OpenVPN Client to OpenVPN Site and IPSec Site
I have connected my OpenVPN Sites to the IPSec Site (where I can't have pfsense). For simplicity purposes, I have the following:
1 Main Ipsec Site: 10.55.16.0/24
2 Main OpenVPN Site: 10.55.96.0/24 (tunnel 10.55.240.0/24)
3 Remote OpenVPN Site 1: 10.82.16.0/24 (tunnel 10.55.240.0/24)
4 Remote OpenVPN Site 2: 10.82.24.0/24 (tunnel 10.55.240.0/24)
5 OpenVPN Mobile Clients: tunnel 10.55.248.0/24
So 1 through 4 everything is well connected. Can ping and do everything between them. The weirdness is on 5. I can access 1 (Ipsec Site) and 2 (Main OpenVPN Site), but can't reach at all 3 and 4 (the remote OpenVPN Sites).
So I am looking for a shed of light that can let me know what I need to do on 5 so that I can access the Remote OpenVPN Sites?
I appreciate any ideas.
First, what mode OpenVPN did you set up? SSL/TLS, Shared Key, etc?

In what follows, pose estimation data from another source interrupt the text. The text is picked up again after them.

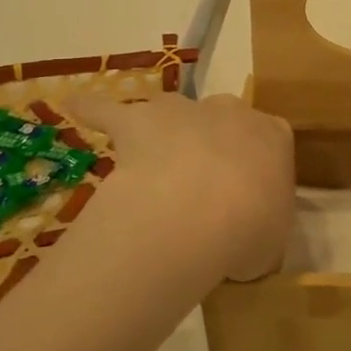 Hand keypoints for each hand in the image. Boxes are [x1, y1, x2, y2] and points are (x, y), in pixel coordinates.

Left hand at [65, 93, 293, 283]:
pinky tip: (75, 108)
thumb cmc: (249, 230)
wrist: (199, 212)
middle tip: (203, 186)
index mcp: (274, 136)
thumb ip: (263, 232)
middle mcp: (232, 112)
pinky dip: (93, 109)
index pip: (272, 140)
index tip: (249, 193)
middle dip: (214, 143)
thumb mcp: (272, 243)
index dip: (257, 166)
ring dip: (166, 129)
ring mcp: (183, 110)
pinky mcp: (137, 119)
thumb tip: (245, 242)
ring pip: (173, 109)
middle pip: (224, 119)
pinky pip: (109, 110)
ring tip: (154, 160) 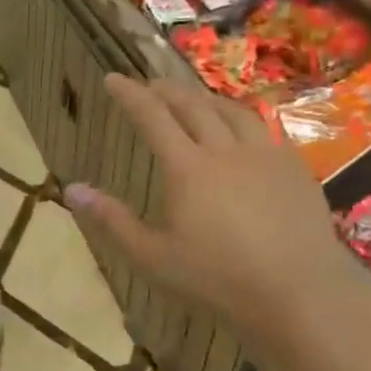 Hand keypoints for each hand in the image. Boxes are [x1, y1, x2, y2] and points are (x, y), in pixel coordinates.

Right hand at [65, 74, 352, 339]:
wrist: (299, 292)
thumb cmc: (217, 279)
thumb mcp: (152, 256)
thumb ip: (112, 220)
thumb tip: (71, 189)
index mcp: (187, 168)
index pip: (152, 117)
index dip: (130, 95)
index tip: (113, 78)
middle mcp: (225, 150)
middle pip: (193, 106)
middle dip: (166, 90)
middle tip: (149, 84)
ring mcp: (265, 155)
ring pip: (232, 111)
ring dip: (206, 99)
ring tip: (194, 100)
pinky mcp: (295, 168)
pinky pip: (265, 129)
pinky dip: (242, 120)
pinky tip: (242, 132) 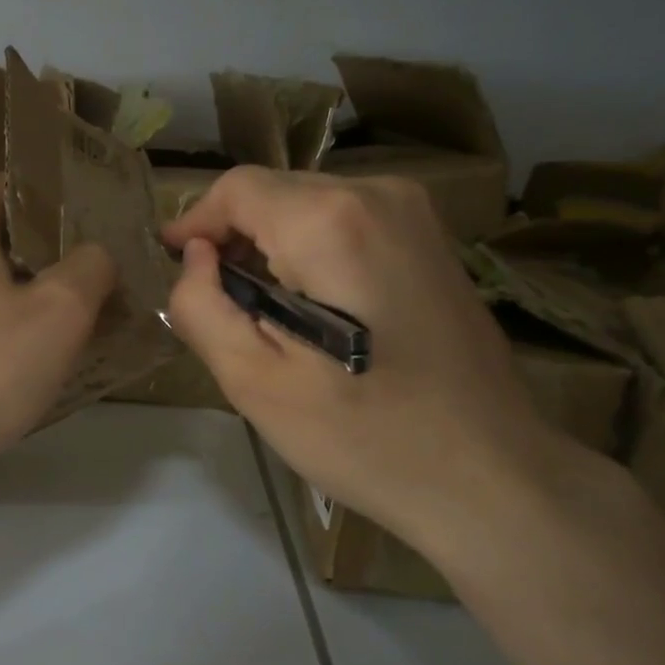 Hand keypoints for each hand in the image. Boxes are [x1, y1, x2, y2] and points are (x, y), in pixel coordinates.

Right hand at [163, 168, 556, 543]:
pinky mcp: (432, 240)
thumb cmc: (363, 435)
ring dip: (271, 248)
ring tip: (264, 315)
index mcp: (330, 222)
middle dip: (233, 239)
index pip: (236, 190)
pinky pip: (346, 223)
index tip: (174, 268)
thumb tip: (194, 258)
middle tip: (220, 306)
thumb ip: (202, 306)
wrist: (490, 475)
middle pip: (273, 193)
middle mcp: (378, 195)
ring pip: (308, 206)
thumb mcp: (255, 382)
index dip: (194, 224)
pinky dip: (311, 252)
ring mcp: (415, 214)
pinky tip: (314, 311) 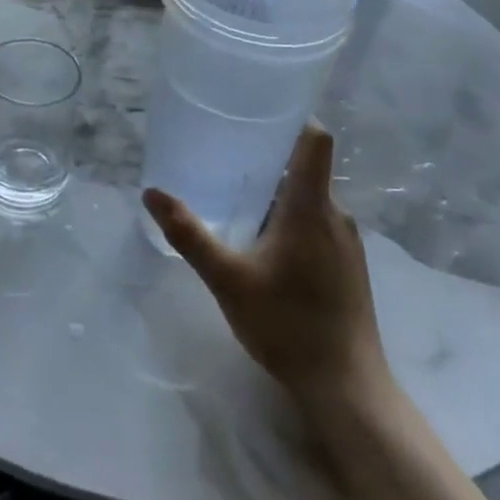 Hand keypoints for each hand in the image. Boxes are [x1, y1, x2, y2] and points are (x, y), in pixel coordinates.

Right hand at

Thanks for the reply. The site to site openvpn and the mobile to site mode are both ssl/tls.
So add 10.55.248.0/24 as a local network on the server. It should be pushed to the clients. Be sure the traffic is passed by the necessary firewall rules on the OpenVPN servers, clients, and/or assigned interfaces.
Same with the Remote Access server. If it is not
redirect-gateway def1you need to add the spoke subnets (10.82.16.0/24, 10.82.24.0/24, etc) to the Local Networks on the Remote access server so they know to send traffic for those over the tunnel.

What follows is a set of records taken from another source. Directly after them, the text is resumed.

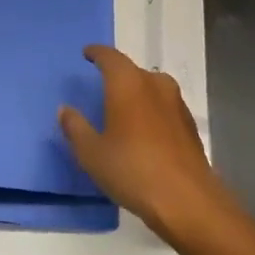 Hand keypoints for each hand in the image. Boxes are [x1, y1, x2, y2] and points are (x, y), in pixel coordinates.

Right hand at [60, 45, 226, 236]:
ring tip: (124, 110)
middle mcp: (154, 83)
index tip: (87, 53)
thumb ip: (76, 128)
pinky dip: (151, 111)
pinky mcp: (189, 124)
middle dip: (117, 75)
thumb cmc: (133, 170)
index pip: (110, 57)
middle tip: (102, 87)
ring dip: (137, 93)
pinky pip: (164, 107)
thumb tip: (65, 109)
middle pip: (132, 70)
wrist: (188, 200)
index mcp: (128, 82)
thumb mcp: (92, 154)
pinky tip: (145, 132)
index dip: (97, 53)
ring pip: (151, 87)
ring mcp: (176, 102) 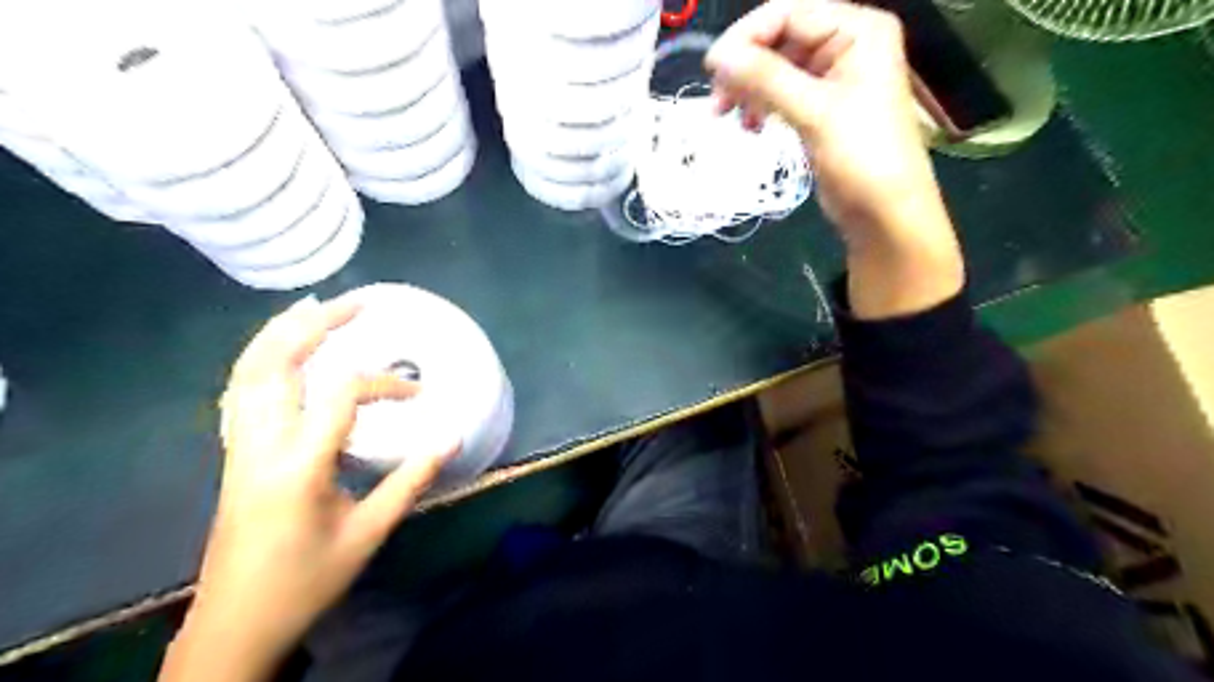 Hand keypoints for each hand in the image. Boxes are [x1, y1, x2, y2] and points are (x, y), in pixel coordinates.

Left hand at [159, 296, 455, 680]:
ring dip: (280, 334)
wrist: (234, 623)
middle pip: (274, 365)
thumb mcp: (369, 533)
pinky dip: (262, 359)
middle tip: (352, 306)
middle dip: (314, 326)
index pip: (340, 395)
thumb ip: (411, 481)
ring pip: (247, 373)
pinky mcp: (235, 454)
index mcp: (298, 466)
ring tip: (314, 309)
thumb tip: (450, 438)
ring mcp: (239, 448)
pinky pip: (242, 391)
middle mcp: (260, 445)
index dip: (384, 384)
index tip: (417, 395)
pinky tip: (283, 352)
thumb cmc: (306, 580)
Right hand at [709, 1, 962, 318]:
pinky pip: (782, 94)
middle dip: (745, 68)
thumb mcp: (814, 112)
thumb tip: (717, 56)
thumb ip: (765, 79)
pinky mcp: (822, 108)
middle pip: (780, 38)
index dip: (746, 36)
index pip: (789, 12)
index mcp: (857, 30)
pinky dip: (762, 107)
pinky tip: (751, 127)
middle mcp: (847, 44)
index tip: (712, 69)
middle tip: (718, 103)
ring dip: (749, 89)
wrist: (885, 214)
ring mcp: (834, 78)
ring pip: (777, 68)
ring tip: (729, 118)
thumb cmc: (861, 157)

@derelict I will send you the changes tonight (as I don't want to interrupt users connectivity at the moment). I do remember trying that but I think it didn't work. Anyways, I will get back to you in the evening.
@derelict Thanks for the tip! My problem was not having the 10.55.248.0/24 on the local and remote networks. I had the spoke subnets in the remote access server. Much appreciated!